The following year, on November 8, 2016, id. ¶ 36, and then again on December 8, 2017,
id. ¶ 41, “Agent Leipfert submitted [] sworn affidavit[s] . . . in support of [] application[s] for []
search warrant[s] to obtain from Google[,]” id. ¶ 36, and “Microsoft[,] all emails, chat
conversations, and account information associated with [the plaintiff’s] [] account[s,]” id. ¶ 41.
The plaintiff alleges that both affidavits contained knowingly “false statements and material
omissions that were essential to the appearance of probable cause[,]” id. ¶¶ 39, 44, “that without
which a [] Judge would not have had a legal basis to issue the warrant[s],” id.
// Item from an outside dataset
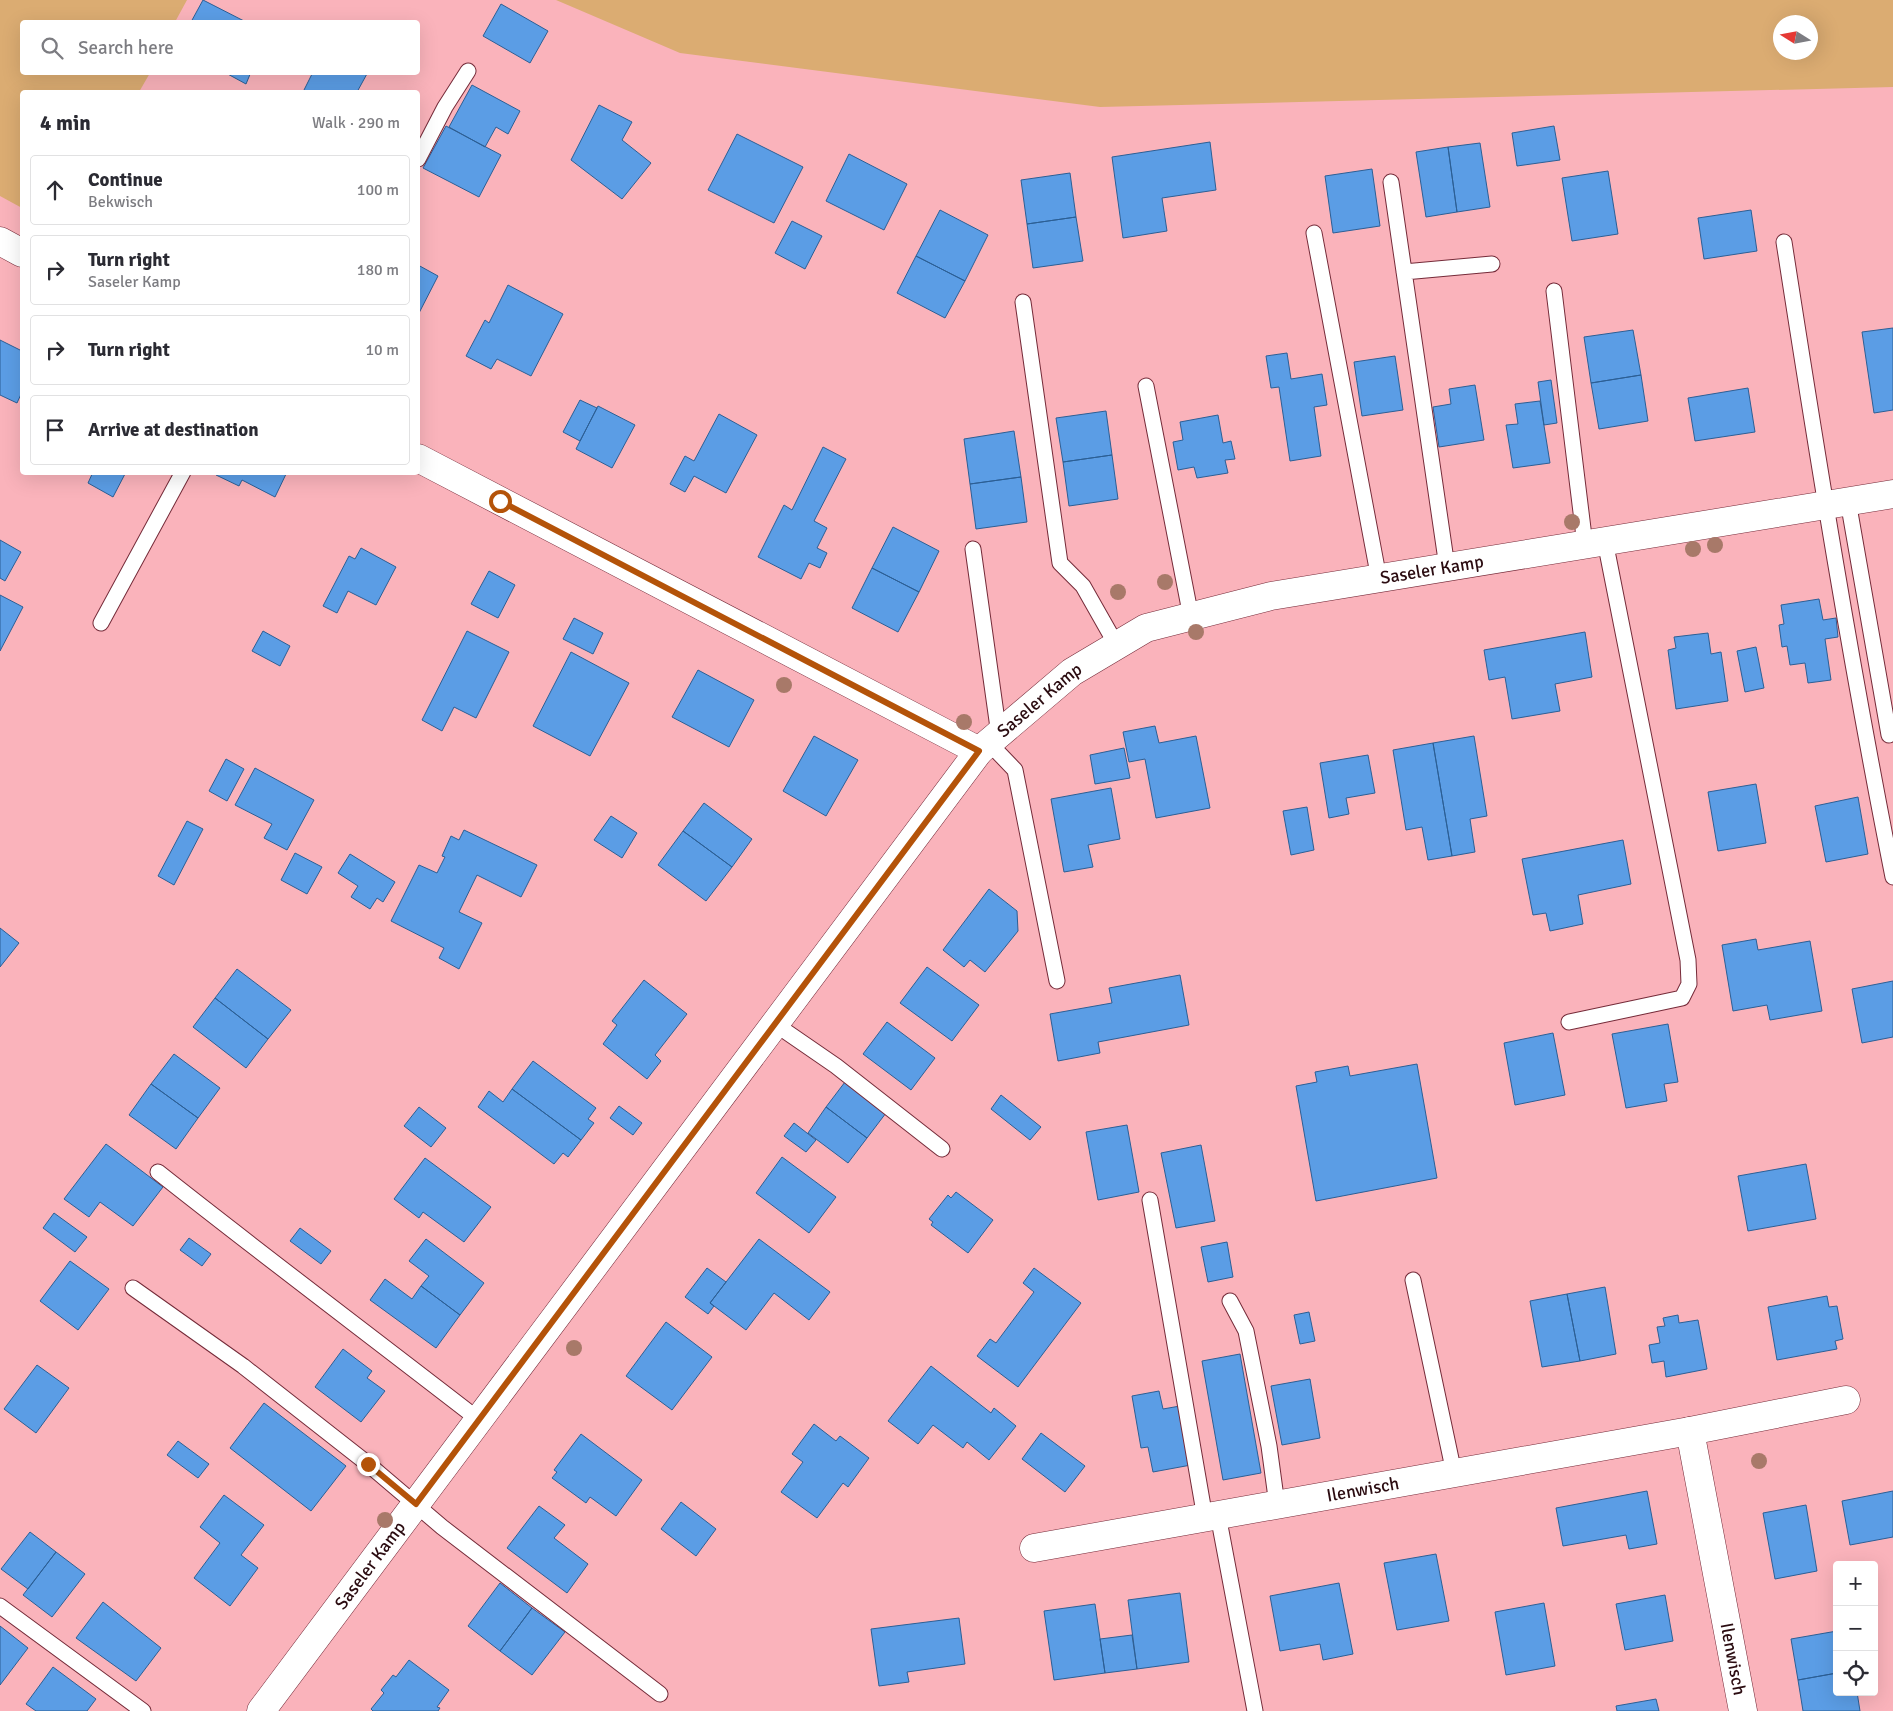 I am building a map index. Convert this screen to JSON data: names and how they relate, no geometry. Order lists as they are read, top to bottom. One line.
{"streets":{"street":["Saseler Kamp","Ilenwisch"]},"north":"left","page":{"search":"Search here","heading":["4 min","Walk · 290 m"],"list":[["Continue","Bekwisch","100 m"],["Turn right","Saseler Kamp","180 m"],["Turn right","10 m"],"Arrive at destination"],"map_buttons":["+","−"]}}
Central to both
affidavits was a “December 14, 2008, email from [the plaintiff’s] Gmail address to his State
Department email address that listed three Chinese nationals’ names and birthdates.” Id. ¶ 46.
“Agent Leipfert stated that [the plaintiff] was ‘the adjudicating official in all three cases[,]’” id.,
and “that there was ‘no known legitimate explanation for why [he] would have stored personal
information about these visa applicants whose applications he adjudicated,’” id. ¶ 53.
The plaintiff alleges that these sworn statements were “false for multiple reasons.” 2 Id.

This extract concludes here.